* Problem statement
Your answer should be the full set of entries, given again without alteration.

* Dataset records

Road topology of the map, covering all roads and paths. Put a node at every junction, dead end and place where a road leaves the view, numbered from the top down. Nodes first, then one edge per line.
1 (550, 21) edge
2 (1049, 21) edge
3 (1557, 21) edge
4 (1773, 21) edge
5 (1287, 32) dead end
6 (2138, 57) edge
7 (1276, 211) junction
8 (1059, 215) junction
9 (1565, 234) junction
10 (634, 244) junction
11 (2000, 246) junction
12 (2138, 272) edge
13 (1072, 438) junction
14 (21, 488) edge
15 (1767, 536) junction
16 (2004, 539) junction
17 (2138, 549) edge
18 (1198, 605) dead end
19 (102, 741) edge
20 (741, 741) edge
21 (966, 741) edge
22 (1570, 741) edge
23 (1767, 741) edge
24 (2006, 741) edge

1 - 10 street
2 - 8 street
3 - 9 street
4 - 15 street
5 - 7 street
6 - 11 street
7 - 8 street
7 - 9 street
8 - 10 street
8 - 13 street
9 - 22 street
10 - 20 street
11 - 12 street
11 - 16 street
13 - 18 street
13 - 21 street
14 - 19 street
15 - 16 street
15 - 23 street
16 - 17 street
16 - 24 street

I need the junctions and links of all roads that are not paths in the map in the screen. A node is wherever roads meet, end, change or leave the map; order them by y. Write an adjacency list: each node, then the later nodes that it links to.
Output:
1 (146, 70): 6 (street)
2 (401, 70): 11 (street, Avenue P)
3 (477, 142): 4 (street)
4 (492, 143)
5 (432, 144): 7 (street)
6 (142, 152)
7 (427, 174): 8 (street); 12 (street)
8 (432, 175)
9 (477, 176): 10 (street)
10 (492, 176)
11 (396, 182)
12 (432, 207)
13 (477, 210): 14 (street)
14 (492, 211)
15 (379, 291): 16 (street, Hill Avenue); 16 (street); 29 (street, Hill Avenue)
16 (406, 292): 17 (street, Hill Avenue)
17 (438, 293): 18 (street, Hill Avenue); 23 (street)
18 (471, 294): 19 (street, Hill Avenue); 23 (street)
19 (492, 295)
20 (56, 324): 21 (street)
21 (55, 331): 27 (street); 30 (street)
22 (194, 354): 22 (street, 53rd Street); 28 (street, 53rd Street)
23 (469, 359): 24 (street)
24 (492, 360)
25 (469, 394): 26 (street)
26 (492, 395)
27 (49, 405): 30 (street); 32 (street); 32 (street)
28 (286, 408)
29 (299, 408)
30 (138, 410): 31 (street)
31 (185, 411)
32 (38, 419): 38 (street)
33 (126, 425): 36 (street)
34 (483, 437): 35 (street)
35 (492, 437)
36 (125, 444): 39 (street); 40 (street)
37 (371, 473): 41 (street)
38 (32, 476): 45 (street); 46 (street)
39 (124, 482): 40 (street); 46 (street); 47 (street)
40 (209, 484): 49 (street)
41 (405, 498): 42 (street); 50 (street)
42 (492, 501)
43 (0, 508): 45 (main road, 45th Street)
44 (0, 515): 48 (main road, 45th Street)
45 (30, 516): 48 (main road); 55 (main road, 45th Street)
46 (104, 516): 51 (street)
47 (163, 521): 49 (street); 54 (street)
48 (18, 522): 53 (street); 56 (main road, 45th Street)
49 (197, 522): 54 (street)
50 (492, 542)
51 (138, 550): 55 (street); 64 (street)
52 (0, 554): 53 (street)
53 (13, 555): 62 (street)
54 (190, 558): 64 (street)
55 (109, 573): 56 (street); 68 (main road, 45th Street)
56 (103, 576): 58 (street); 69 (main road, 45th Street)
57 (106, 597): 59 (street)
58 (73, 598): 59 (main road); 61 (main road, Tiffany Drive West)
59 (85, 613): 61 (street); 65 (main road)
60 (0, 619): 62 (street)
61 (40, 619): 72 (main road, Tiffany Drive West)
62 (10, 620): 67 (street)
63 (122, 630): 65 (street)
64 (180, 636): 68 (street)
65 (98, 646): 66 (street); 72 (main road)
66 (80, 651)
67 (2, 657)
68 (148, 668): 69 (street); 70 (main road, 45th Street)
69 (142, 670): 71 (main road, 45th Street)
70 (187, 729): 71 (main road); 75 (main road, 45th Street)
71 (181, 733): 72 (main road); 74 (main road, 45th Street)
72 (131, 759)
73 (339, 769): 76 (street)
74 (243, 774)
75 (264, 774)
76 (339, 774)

* Answer space
Road topology of the map, covering all roads and paths. Put a node at every junction, dead end and place where a road leaves the view, numbered from the top down. Nodes first, then one edge per line.
1 (550, 21) edge
2 (1049, 21) edge
3 (1557, 21) edge
4 (1773, 21) edge
5 (1287, 32) dead end
6 (2138, 57) edge
7 (1276, 211) junction
8 (1059, 215) junction
9 (1565, 234) junction
10 (634, 244) junction
11 (2000, 246) junction
12 (2138, 272) edge
13 (1072, 438) junction
14 (21, 488) edge
15 (1767, 536) junction
16 (2004, 539) junction
17 (2138, 549) edge
18 (1198, 605) dead end
19 (102, 741) edge
20 (741, 741) edge
21 (966, 741) edge
22 (1570, 741) edge
23 (1767, 741) edge
24 (2006, 741) edge

1 - 10 street
2 - 8 street
3 - 9 street
4 - 15 street
5 - 7 street
6 - 11 street
7 - 8 street
7 - 9 street
8 - 10 street
8 - 13 street
9 - 22 street
10 - 20 street
11 - 12 street
11 - 16 street
13 - 18 street
13 - 21 street
14 - 19 street
15 - 16 street
15 - 23 street
16 - 17 street
16 - 24 street

I need the junctions and links of all roads that are not paths in the map in the screen. A node is wherever roads meet, end, change or leave the map; order them by y. Write an adjacency list: each node, then the later nodes that it links to.
Output:
1 (146, 70): 6 (street)
2 (401, 70): 11 (street, Avenue P)
3 (477, 142): 4 (street)
4 (492, 143)
5 (432, 144): 7 (street)
6 (142, 152)
7 (427, 174): 8 (street); 12 (street)
8 (432, 175)
9 (477, 176): 10 (street)
10 (492, 176)
11 (396, 182)
12 (432, 207)
13 (477, 210): 14 (street)
14 (492, 211)
15 (379, 291): 16 (street, Hill Avenue); 16 (street); 29 (street, Hill Avenue)
16 (406, 292): 17 (street, Hill Avenue)
17 (438, 293): 18 (street, Hill Avenue); 23 (street)
18 (471, 294): 19 (street, Hill Avenue); 23 (street)
19 (492, 295)
20 (56, 324): 21 (street)
21 (55, 331): 27 (street); 30 (street)
22 (194, 354): 22 (street, 53rd Street); 28 (street, 53rd Street)
23 (469, 359): 24 (street)
24 (492, 360)
25 (469, 394): 26 (street)
26 (492, 395)
27 (49, 405): 30 (street); 32 (street); 32 (street)
28 (286, 408)
29 (299, 408)
30 (138, 410): 31 (street)
31 (185, 411)
32 (38, 419): 38 (street)
33 (126, 425): 36 (street)
34 (483, 437): 35 (street)
35 (492, 437)
36 (125, 444): 39 (street); 40 (street)
37 (371, 473): 41 (street)
38 (32, 476): 45 (street); 46 (street)
39 (124, 482): 40 (street); 46 (street); 47 (street)
40 (209, 484): 49 (street)
41 (405, 498): 42 (street); 50 (street)
42 (492, 501)
43 (0, 508): 45 (main road, 45th Street)
44 (0, 515): 48 (main road, 45th Street)
45 (30, 516): 48 (main road); 55 (main road, 45th Street)
46 (104, 516): 51 (street)
47 (163, 521): 49 (street); 54 (street)
48 (18, 522): 53 (street); 56 (main road, 45th Street)
49 (197, 522): 54 (street)
50 (492, 542)
51 (138, 550): 55 (street); 64 (street)
52 (0, 554): 53 (street)
53 (13, 555): 62 (street)
54 (190, 558): 64 (street)
55 (109, 573): 56 (street); 68 (main road, 45th Street)
56 (103, 576): 58 (street); 69 (main road, 45th Street)
57 (106, 597): 59 (street)
58 (73, 598): 59 (main road); 61 (main road, Tiffany Drive West)
59 (85, 613): 61 (street); 65 (main road)
60 (0, 619): 62 (street)
61 (40, 619): 72 (main road, Tiffany Drive West)
62 (10, 620): 67 (street)
63 (122, 630): 65 (street)
64 (180, 636): 68 (street)
65 (98, 646): 66 (street); 72 (main road)
66 (80, 651)
67 (2, 657)
68 (148, 668): 69 (street); 70 (main road, 45th Street)
69 (142, 670): 71 (main road, 45th Street)
70 (187, 729): 71 (main road); 75 (main road, 45th Street)
71 (181, 733): 72 (main road); 74 (main road, 45th Street)
72 (131, 759)
73 (339, 769): 76 (street)
74 (243, 774)
75 (264, 774)
76 (339, 774)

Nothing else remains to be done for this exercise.